Magma mixing processes in volcanic contexts, a thermodynamic approach with the examples of St Vincent Soufrière volcano, West lndies and Cerro Chiquito, Guatemala

Different modalities and thermodynamic conditions of magma mixing are compared: heterogeneity and chemistry, temperature and water pressure, volatile (= water) content and water solubility, density and viscosity. Such data are somewhat scarce in the literature.
Two case studies have been studied in detail to highlight this review. (1) St Vincent Soufrière (West Indies ). Magma mixing may have been a major process in triggering the 1979 explosive phase. All products (whole rock analyses) are basaltic andesite (52.3–56.2 wt% SiO₂) but dacitic (60–64 wt% SiO₂) glass occurs as micropumice or inclusions in crystals. (2) Cerro Chiquito (Guatemala). A Quaternary extinct dome consisting of dacite (62.5–67.1 wt% SiO₂) enclosing 20–30% in volume of basaltic andesitic (54.9–55.3 wt% SiO₂) enclaves.

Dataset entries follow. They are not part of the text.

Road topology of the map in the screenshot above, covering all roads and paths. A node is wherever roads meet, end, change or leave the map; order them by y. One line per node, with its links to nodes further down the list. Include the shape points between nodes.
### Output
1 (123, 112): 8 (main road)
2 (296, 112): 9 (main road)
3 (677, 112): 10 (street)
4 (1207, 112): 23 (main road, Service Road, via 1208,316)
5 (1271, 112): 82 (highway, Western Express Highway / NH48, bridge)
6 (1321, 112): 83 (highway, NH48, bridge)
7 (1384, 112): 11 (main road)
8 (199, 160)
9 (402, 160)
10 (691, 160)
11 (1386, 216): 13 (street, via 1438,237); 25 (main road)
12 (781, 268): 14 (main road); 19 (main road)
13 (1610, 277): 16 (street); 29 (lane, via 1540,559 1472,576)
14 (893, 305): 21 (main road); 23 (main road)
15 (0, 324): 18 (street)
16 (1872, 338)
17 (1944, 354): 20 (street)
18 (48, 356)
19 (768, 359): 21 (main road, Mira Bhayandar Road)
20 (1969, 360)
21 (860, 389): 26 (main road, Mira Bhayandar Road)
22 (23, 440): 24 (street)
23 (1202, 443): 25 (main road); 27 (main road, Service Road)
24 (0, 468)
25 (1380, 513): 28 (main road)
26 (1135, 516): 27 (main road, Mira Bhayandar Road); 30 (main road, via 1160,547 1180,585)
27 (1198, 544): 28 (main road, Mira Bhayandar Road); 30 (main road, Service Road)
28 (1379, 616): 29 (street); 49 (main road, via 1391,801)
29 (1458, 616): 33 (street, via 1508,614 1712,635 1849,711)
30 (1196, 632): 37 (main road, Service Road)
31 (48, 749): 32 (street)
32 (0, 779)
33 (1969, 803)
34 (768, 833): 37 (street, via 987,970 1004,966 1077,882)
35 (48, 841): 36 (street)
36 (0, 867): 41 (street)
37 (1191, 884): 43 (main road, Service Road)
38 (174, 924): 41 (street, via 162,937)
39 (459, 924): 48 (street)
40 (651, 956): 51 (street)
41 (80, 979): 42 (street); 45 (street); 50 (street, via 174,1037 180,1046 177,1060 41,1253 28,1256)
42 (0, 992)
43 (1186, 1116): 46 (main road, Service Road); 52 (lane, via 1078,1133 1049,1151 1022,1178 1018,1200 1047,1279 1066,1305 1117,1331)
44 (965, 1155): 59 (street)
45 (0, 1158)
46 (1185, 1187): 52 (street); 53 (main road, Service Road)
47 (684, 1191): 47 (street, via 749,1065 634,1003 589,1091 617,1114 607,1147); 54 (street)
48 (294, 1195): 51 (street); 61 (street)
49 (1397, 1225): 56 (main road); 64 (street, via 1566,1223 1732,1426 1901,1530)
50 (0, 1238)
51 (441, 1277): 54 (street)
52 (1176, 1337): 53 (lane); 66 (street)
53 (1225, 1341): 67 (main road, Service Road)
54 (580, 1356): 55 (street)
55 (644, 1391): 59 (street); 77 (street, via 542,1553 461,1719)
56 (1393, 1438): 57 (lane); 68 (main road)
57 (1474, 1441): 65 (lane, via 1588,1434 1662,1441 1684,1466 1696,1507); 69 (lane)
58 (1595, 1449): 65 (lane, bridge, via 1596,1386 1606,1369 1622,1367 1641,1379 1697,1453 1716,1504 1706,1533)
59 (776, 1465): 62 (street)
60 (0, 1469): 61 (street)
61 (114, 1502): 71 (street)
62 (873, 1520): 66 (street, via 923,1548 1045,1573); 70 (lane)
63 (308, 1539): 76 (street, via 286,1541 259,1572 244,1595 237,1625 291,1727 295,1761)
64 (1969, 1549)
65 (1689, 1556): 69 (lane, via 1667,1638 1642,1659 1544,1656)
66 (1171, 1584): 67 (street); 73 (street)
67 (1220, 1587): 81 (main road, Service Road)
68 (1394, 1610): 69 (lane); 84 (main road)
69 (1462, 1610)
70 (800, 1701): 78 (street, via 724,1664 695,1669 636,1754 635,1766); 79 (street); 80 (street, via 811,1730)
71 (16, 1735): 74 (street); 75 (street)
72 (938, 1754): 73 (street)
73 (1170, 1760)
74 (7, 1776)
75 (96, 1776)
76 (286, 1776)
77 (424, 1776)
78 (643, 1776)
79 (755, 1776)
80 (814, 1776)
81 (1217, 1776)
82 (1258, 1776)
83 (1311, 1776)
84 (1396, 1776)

The nearly thorough mixing process of case 1 strongly differs from the commingling process of case 2. The main phases may be mafic (case 1) or acidic (case 2). Thermodynamic parameters are calculated using classical geothermometers and formulae. The range of values and errors are estimated (60–80°C in case of temperature). In addition, other processes, such as crystallization of mineralo-gical phases and fluid vesiculation, may modify thermodynamical conditions. Difference of magma temperature ranges from about 60°C (case 1) up to about 130°C (case 2). Water concentrations of 2.5 wt% in mafic magmas and 4 wt% in acidic magmas, are always lower than the upper limit of water solubility at depths where contrasting magmas were mixed. The difference between the viscosities of the two magmas varies from one order of magnitude up to five.
Various mixing scenarios may occur, each of them being linked to different petrological processes including effusive or explosive volcanism as well as plutonism.